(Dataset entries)
☆ ☆ ☆ ☆ ☆ ☆ ☆

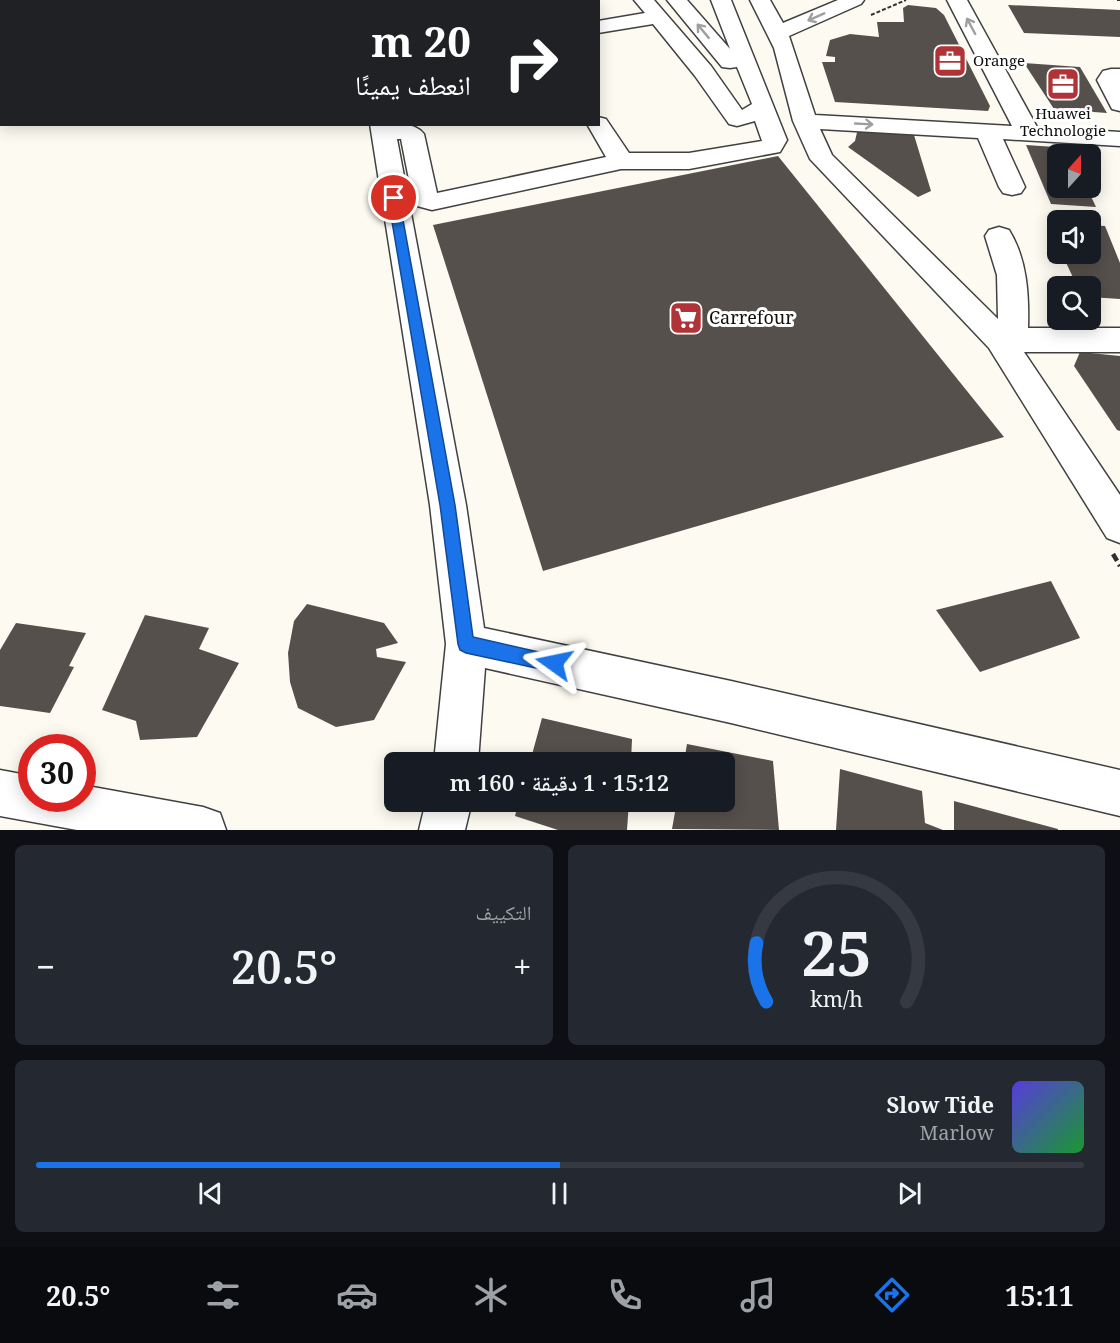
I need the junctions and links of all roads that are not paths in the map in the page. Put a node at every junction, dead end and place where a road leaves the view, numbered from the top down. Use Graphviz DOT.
graph roads {
  1 [pos="677,0"];
  2 [pos="721,0"];
  3 [pos="760,0"];
  4 [pos="854,0"];
  5 [pos="957,0"];
  6 [pos="651,8"];
  7 [pos="600,15"];
  8 [pos="600,26"];
  9 [pos="778,33"];
  10 [pos="737,61"];
  11 [pos="703,71"];
  12 [pos="1120,76"];
  13 [pos="1120,104"];
  14 [pos="761,108"];
  15 [pos="805,121"];
  16 [pos="599,126"];
  17 [pos="383,129"];
  18 [pos="987,131"];
  19 [pos="1028,133"];
  20 [pos="1120,139"];
  21 [pos="621,161"];
  22 [pos="1012,187"];
  23 [pos="999,236"];
  24 [pos="1098,333"];
  25 [pos="1006,340"];
  26 [pos="1120,526"];
  27 [pos="466,644"];
  28 [pos="457,752"];
  29 [pos="0,793"];
  30 [pos="1120,793"];
  31 [pos="446,812"];
  32 [pos="202,830"];
  33 [pos="442,830"];
  10 -- 1 [label="street, one-way"];
  2 -- 10 [label="street"];
  3 -- 9 [label="street"];
  4 -- 9 [label="street, one-way"];
  19 -- 5 [label="street, one-way"];
  6 -- 7 [label="street"];
  6 -- 8 [label="street"];
  6 -- 11 [label="street"];
  9 -- 15 [label="street"];
  10 -- 11 [label="street"];
  10 -- 14 [label="street"];
  11 -- 14 [label="street"];
  12 -- 13 [label="street"];
  14 -- 21 [label="street"];
  15 -- 18 [label="street, one-way"];
  15 -- 25 [label="street"];
  16 -- 21 [label="street"];
  17 -- 21 [label="street"];
  17 -- 27 [label="street"];
  18 -- 19 [label="street"];
  18 -- 22 [label="street"];
  19 -- 20 [label="street"];
  23 -- 25 [label="street"];
  24 -- 25 [label="street"];
  25 -- 26 [label="street"];
  27 -- 28 [label="street"];
  27 -- 30 [label="street"];
  29 -- 32 [label="street"];
  31 -- 33 [label="street"];
}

☆ ☆ ☆ ☆ ☆ ☆ ☆

**Required work**
Which lines of the data include the word "roads"? Copy each one.

**Solution to the exercise**
I need the junctions and links of all roads that are not paths in the map in the page. Put a node at every junction, dead end and place where a road leaves the view, numbered from the top down. Use Graphviz DOT.
graph roads {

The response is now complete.